Segment Start: Source records
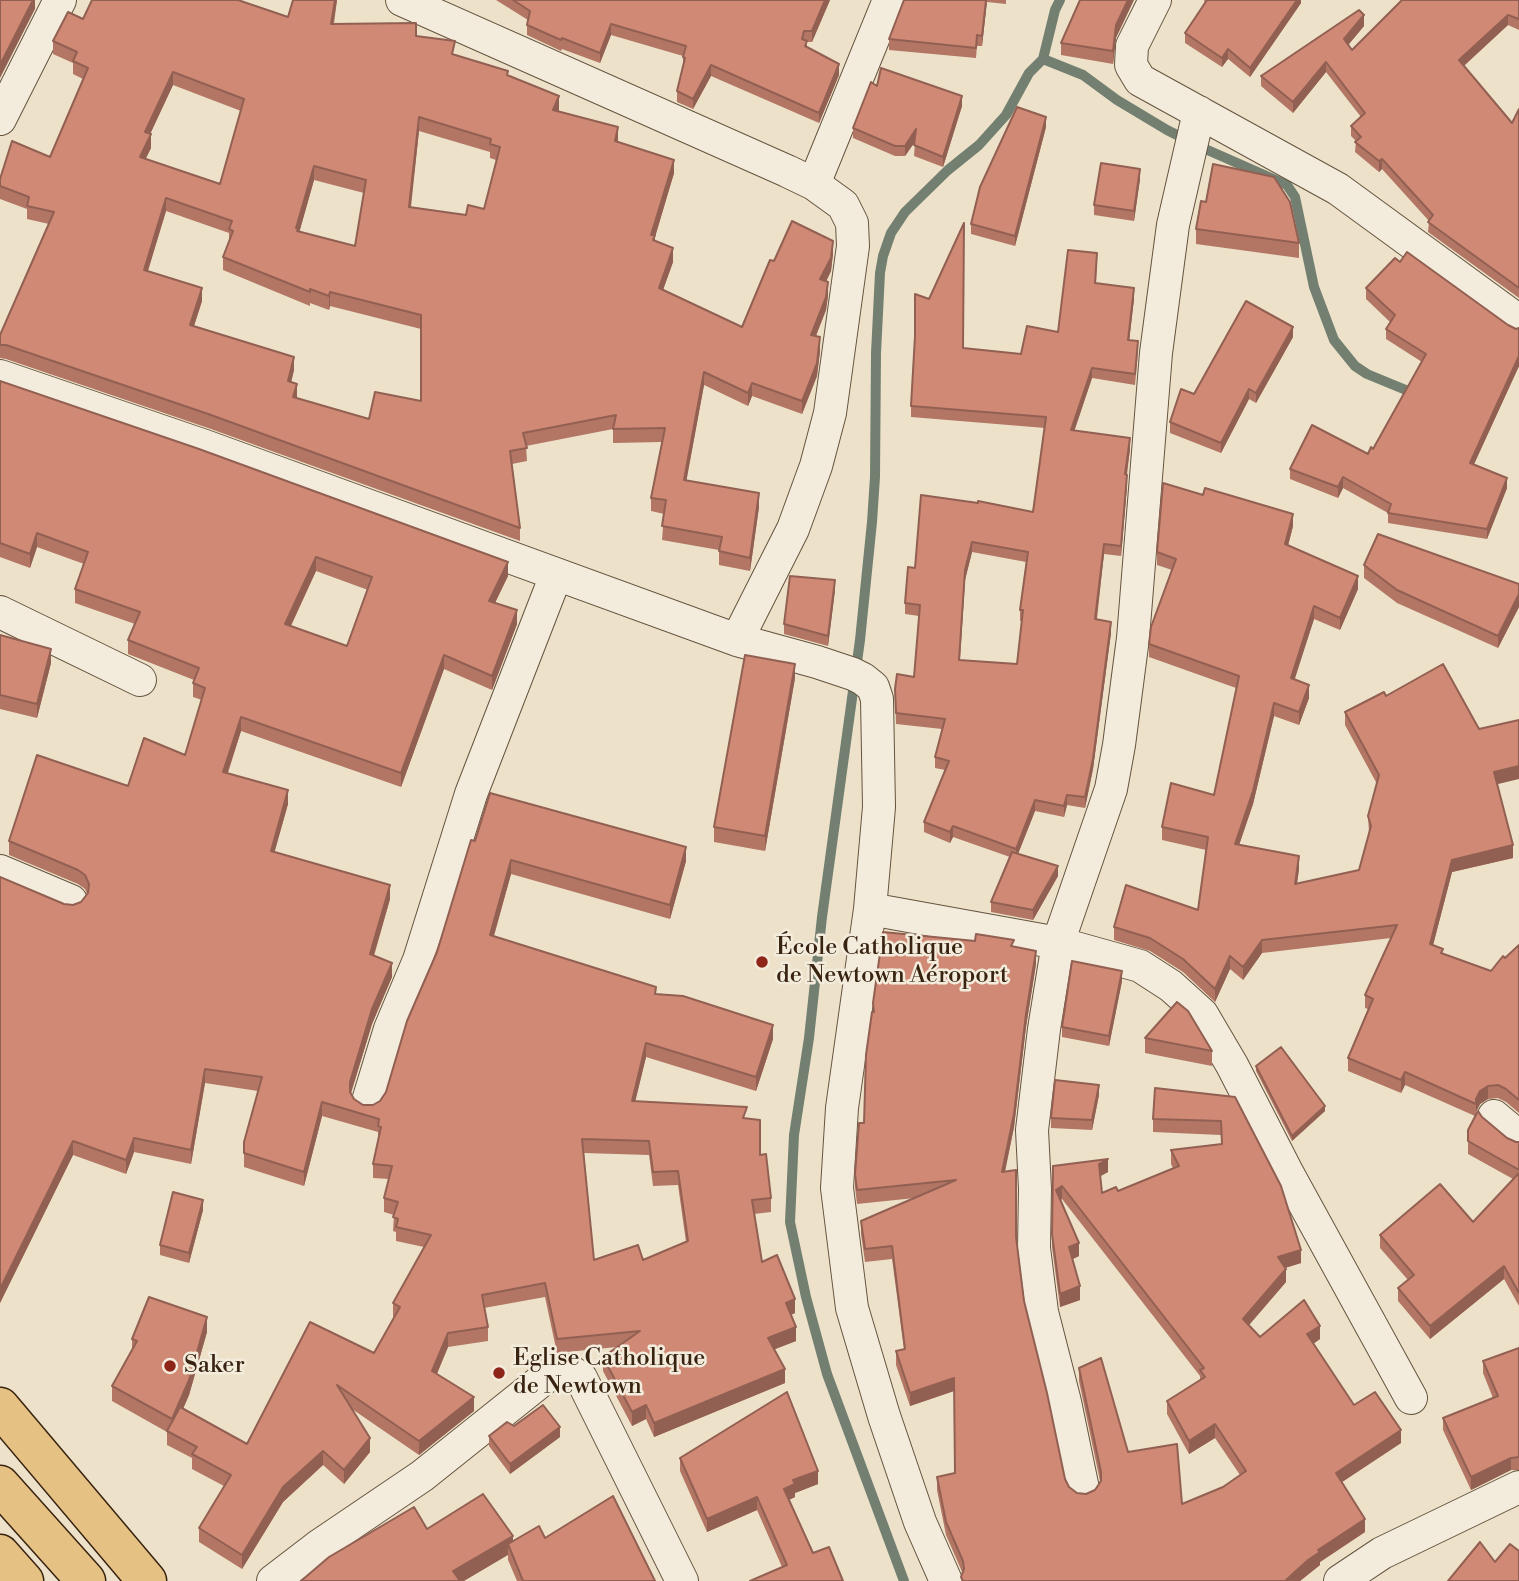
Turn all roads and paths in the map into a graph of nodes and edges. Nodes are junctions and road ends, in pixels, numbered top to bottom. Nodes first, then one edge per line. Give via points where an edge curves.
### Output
1 (60, 0) edge
2 (402, 0) edge
3 (889, 0) edge
4 (1155, 0) edge
5 (1199, 112) junction
6 (0, 119) edge
7 (814, 184) junction
8 (1519, 321) edge
9 (0, 376) edge
10 (556, 575) junction
11 (0, 611) edge
12 (737, 640) junction
13 (140, 680) dead end
14 (0, 871) edge
15 (72, 901) dead end
16 (870, 909) junction
17 (1059, 943) junction
18 (368, 1101) dead end
19 (1494, 1116) dead end
20 (1519, 1137) edge
21 (1411, 1398) dead end
22 (0, 1407) edge
23 (0, 1485) edge
24 (1519, 1488) edge
25 (1083, 1489) dead end
26 (0, 1554) edge
27 (24, 1581) edge
28 (86, 1581) edge
29 (147, 1581) edge
30 (273, 1581) edge
31 (682, 1581) edge
32 (946, 1581) edge
33 (1340, 1581) edge

1 - 6 street
2 - 7 street
3 - 7 street
4 - 5 street via 1132,46 1131,65 1140,80
5 - 8 street via 1338,189
5 - 17 street via 1173,225 1156,353 1134,625 1119,745 1111,789
7 - 12 street via 843,205 852,223 853,246 830,413 793,529
9 - 10 street
10 - 12 street
10 - 18 street via 471,794 419,960 390,1029
11 - 13 street
12 - 16 street via 853,674 873,687 879,807
14 - 15 street
16 - 17 street
16 - 32 street via 842,1108 836,1188 852,1308 920,1522
17 - 21 street via 1140,966 1202,1014
17 - 25 street via 1032,1130 1034,1248 1042,1312
19 - 20 street
22 - 29 main road
23 - 28 main road
24 - 33 street via 1382,1553
26 - 27 main road
30 - 31 street via 422,1476 551,1374 568,1370 581,1378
Segment End: Source records
Exercise – Tally the lines in the records containing the string "road"; output only the tally.

Solution for this problem – 4